Presentation on theme: "Chapter Three General Partnerships. A voluntary association of two or more persons who agree to carry on business together for profit."— Presentation transcript:
Chapter Three General Partnerships
A voluntary association of two or more persons who agree to carry on business together for profit.
Unlimited Personal Liability Liability for business debt, which extends beyond what is invested in a business to an individual’s personal assets
Law Governing Partnerships UPA: Uniform Partnership Act, model for partnership legislation in about one-fourth of the states RUPA: Revised Uniform Partnership Act, model for partnership legislation in about three-fourths of the states
Partnerships by Categories (2008) Arts, Entertainment and Recreation2% Health Care and Social Assistance2% Agricultural, Forestry, Fishing, and Hunting5% Accommodation and Food Services4% Retail Trade5% Construction6% Financing and Insurance11% Admin/Support/Waste Management/ Remediation Services 2% Professional, Scientific, and Technical Services6% Real Estate/Rental/Leasing46% Other11%
Advantages of General Partnerships Ease of formation Flexible management Ease of raising capital Pass-Through Taxation
Disadvantages of General Partnerships Unlimited personal liability Lack of continuity Difficulty in transferring partnership interest
Partnership Agreement Name of the partnership Names and addresses of the partners Recitals Purpose Address Term Financial provisions Profits and losses Management and control Admission of new partners and withdrawal of partners Dissolution Miscellaneous provisions Signature and dates
UPA Approach to Dissolution Under the UPA, dissolution of the partnership triggers a winding up, namely, a wrapping up of the business affairs of a partnership.
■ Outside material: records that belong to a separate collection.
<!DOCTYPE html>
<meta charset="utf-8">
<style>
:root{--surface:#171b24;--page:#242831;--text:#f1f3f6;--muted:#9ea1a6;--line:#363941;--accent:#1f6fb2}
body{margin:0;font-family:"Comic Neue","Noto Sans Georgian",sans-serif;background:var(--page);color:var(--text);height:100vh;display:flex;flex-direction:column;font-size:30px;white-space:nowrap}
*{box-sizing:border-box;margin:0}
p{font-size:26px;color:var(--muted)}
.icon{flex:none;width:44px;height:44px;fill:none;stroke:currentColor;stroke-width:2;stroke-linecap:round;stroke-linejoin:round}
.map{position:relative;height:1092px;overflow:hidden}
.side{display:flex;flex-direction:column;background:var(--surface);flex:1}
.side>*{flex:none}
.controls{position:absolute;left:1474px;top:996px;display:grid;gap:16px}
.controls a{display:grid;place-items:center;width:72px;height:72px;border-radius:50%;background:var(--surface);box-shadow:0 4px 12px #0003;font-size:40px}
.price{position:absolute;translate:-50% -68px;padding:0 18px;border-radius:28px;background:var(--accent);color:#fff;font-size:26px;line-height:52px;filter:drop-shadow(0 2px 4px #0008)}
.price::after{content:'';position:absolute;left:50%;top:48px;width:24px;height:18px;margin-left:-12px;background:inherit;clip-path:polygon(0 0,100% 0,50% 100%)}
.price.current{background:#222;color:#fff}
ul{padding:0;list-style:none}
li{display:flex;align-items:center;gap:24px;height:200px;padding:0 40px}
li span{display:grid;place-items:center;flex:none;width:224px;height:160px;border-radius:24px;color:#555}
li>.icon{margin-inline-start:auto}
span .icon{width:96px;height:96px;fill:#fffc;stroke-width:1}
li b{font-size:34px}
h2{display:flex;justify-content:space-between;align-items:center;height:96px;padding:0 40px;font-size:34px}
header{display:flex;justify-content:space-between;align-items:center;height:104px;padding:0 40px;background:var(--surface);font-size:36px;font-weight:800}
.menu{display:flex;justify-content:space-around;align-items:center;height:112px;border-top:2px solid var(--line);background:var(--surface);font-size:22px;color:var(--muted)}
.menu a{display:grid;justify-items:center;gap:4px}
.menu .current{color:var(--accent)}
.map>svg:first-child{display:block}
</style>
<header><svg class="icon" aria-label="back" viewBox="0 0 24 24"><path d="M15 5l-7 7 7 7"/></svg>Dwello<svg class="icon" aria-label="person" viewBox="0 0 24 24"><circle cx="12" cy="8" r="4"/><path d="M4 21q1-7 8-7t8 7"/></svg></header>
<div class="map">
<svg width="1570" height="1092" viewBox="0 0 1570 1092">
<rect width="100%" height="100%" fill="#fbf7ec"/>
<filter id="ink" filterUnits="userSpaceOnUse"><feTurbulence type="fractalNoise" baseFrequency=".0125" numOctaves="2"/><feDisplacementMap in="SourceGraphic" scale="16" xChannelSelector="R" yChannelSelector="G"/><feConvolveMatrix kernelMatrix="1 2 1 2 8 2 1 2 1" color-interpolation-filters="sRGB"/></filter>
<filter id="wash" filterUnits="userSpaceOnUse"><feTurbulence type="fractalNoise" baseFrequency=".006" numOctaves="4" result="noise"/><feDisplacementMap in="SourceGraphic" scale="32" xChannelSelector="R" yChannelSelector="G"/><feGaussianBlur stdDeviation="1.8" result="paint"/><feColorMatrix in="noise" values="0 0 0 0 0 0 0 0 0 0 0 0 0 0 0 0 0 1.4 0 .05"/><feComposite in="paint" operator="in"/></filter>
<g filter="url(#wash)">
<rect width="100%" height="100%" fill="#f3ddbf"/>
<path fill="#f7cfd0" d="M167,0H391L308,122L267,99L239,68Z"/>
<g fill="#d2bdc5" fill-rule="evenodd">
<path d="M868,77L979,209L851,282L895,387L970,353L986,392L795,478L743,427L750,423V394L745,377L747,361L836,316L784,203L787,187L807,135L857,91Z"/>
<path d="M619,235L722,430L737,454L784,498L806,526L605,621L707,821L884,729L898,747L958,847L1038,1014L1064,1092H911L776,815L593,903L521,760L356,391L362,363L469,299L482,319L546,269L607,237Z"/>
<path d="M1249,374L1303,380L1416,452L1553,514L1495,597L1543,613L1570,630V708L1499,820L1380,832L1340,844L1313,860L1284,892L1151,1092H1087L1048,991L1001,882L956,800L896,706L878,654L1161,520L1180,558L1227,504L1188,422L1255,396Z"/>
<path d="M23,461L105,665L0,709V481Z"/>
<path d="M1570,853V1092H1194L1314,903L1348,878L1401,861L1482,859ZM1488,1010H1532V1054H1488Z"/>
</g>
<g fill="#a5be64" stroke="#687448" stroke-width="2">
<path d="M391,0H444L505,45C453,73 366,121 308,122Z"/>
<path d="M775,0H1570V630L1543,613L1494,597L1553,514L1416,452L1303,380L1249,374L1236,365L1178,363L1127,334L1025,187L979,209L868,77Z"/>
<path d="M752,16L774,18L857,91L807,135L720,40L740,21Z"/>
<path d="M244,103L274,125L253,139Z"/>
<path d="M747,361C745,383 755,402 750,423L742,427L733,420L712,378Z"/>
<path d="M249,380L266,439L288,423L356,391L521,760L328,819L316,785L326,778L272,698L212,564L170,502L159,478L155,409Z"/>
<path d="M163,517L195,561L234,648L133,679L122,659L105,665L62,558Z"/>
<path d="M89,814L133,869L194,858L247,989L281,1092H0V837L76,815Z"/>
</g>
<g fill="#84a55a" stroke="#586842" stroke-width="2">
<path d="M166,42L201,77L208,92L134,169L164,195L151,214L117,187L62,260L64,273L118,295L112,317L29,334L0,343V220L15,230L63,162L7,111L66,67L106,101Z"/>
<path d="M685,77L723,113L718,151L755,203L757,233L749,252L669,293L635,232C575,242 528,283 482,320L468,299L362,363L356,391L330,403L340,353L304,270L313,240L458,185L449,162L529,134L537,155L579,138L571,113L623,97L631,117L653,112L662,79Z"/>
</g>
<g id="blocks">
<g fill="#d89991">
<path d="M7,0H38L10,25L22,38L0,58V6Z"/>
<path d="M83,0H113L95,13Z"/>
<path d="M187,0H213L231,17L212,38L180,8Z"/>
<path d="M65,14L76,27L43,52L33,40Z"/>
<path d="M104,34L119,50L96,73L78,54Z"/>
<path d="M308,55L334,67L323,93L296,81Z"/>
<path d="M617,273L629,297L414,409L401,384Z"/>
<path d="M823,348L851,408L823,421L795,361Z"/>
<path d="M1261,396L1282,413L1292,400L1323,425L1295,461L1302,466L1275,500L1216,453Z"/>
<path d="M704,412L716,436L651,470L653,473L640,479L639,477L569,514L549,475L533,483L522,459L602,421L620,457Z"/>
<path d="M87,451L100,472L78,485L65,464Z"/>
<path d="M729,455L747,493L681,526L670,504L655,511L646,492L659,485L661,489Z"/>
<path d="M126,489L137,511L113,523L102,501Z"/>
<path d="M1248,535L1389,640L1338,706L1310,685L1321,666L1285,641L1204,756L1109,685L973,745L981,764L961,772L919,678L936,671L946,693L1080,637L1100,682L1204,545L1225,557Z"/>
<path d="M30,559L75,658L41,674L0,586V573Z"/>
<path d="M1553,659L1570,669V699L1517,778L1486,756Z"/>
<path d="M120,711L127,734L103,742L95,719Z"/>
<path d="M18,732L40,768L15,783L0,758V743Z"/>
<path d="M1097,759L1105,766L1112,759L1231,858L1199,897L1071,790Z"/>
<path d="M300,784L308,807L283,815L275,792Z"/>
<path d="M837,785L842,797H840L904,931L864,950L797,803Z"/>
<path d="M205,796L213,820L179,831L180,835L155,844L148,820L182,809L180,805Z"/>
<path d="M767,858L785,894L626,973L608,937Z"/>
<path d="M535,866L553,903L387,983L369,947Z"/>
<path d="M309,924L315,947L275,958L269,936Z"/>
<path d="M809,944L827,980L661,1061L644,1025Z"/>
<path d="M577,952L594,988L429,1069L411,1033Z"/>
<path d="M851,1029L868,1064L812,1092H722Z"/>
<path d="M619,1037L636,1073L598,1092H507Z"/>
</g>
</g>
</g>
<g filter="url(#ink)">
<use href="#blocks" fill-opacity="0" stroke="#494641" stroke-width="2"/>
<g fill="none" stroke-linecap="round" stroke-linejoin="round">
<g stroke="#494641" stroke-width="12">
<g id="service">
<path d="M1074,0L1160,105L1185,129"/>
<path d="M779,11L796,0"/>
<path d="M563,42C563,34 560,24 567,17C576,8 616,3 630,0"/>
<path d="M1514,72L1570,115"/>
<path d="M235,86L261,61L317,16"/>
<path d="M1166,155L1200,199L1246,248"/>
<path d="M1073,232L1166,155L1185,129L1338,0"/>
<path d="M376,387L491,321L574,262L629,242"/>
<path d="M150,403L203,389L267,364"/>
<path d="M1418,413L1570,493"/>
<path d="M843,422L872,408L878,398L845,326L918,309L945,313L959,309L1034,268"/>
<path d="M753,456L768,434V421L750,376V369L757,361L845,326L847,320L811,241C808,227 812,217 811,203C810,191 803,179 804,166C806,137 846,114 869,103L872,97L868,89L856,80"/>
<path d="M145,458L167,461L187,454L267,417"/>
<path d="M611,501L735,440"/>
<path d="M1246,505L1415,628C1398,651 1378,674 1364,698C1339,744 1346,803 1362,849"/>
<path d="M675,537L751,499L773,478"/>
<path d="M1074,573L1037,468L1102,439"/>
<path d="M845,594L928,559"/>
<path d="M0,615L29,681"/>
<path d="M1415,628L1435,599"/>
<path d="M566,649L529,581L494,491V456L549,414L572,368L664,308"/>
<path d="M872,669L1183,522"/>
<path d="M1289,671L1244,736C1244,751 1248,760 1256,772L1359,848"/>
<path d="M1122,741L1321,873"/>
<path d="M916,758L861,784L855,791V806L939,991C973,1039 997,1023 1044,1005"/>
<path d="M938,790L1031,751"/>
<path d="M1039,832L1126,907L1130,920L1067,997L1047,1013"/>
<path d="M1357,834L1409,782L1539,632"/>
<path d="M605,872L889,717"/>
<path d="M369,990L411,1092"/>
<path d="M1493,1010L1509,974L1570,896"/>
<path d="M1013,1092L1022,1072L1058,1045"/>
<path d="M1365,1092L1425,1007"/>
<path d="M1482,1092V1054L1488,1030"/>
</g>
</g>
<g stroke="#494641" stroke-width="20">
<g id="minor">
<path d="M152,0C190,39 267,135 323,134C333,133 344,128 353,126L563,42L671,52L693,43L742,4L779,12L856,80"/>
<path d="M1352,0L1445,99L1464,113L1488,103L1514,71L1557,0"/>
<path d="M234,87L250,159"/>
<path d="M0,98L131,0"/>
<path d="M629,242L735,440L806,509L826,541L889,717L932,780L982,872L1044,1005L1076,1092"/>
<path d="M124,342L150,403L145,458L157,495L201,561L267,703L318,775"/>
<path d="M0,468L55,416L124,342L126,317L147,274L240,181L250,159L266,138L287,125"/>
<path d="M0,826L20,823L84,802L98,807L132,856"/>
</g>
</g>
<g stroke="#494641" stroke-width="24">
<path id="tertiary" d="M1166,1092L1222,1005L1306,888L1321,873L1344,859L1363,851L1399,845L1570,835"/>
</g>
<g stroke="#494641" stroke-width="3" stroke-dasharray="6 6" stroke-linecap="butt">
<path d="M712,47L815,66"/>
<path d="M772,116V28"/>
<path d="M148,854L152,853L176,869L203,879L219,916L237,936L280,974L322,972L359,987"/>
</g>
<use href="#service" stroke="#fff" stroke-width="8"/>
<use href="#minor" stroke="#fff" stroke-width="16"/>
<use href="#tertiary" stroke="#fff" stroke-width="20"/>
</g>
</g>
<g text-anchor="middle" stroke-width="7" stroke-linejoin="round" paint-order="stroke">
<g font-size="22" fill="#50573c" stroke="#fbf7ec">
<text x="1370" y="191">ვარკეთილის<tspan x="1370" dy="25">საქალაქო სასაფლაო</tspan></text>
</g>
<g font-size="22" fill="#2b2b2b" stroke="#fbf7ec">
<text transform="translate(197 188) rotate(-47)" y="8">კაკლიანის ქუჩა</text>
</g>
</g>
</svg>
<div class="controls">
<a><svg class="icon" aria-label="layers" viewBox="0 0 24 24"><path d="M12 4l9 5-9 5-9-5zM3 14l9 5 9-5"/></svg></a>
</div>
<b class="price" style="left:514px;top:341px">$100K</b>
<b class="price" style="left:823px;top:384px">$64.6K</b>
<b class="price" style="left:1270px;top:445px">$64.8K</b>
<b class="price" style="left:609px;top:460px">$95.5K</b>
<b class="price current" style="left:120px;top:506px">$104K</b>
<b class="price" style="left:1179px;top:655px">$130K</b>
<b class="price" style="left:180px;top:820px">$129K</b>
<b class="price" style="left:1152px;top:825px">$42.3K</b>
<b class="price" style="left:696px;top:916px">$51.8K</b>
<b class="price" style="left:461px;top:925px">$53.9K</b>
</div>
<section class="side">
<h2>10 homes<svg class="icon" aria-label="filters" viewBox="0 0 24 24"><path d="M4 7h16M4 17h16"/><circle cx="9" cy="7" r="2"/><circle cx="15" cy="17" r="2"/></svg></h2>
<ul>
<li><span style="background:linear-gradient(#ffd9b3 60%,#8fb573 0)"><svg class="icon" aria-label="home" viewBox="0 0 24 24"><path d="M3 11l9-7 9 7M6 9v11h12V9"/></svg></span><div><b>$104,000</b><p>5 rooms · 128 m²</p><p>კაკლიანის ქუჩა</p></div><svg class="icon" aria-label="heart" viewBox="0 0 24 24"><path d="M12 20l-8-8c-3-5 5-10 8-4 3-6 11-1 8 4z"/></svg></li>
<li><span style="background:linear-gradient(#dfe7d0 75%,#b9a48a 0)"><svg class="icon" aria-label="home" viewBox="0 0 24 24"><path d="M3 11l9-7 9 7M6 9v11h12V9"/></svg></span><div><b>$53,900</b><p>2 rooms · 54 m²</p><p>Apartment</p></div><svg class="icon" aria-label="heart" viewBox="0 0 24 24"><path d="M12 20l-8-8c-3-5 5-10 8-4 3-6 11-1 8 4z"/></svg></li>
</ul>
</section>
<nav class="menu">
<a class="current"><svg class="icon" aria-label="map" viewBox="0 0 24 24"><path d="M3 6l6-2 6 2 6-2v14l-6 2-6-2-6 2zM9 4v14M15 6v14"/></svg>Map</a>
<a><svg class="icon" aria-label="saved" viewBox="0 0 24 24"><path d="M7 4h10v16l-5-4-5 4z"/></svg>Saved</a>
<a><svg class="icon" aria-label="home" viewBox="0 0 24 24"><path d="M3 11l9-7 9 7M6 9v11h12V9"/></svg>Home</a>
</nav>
A variety of events can cause a dissolution, including the following: the ending of the term of a partnership; the withdrawal at will of any partner (if there is no definite term or purpose of the partnership); unanimous agreement of all partners; and the death, expulsion, or bankruptcy of a partner.
RUPA Approach To ameliorate the harsh effects of the UPA approach requiring a dissolution and winding up of a partnership every time a partner leaves the enterprise, the RUPA provides that in almost all cases, a partnership may buy out the interest of a partner who leaves the partnership (such departure being referred to as a dissociation), and the partnership will continue its business.
Dissociation A withdrawal of a partner from a partnership; does not necessarily cause a dissolution or termination of partnership Wrongful dissociation: a dissociation caused by a breach of partnership agreement
Key Features of General Partnerships Slide 1 of 2 Partnerships are formed by agreement, either oral or written. All partners share rights to manage the partnership. Partners share profits and losses according to their agreement; if no agreement, profits and losses are shared equally, regardless of capital contribution. Partners have unlimited personal liability for partnership obligations. Liability is joint and several, meaning that each partner is completely liable for any debt.
Key Features of General Partnerships Slide 2 of 2 Partnerships are easily and inexpensively formed. Partners owe each other fiduciary duties. Under the UPA, nearly any withdrawal by a partner causes a dissolution of the partnership. Under the RUPA, withdrawal of a partner may not necessarily cause a dissolution and winding up of the partnership; in many instances the dissociating partner is bought out. Partnerships file information tax returns but do not pay federal taxes; all income, whether distributed or not, is passed through to the partners who pay tax at their appropriate individual rates.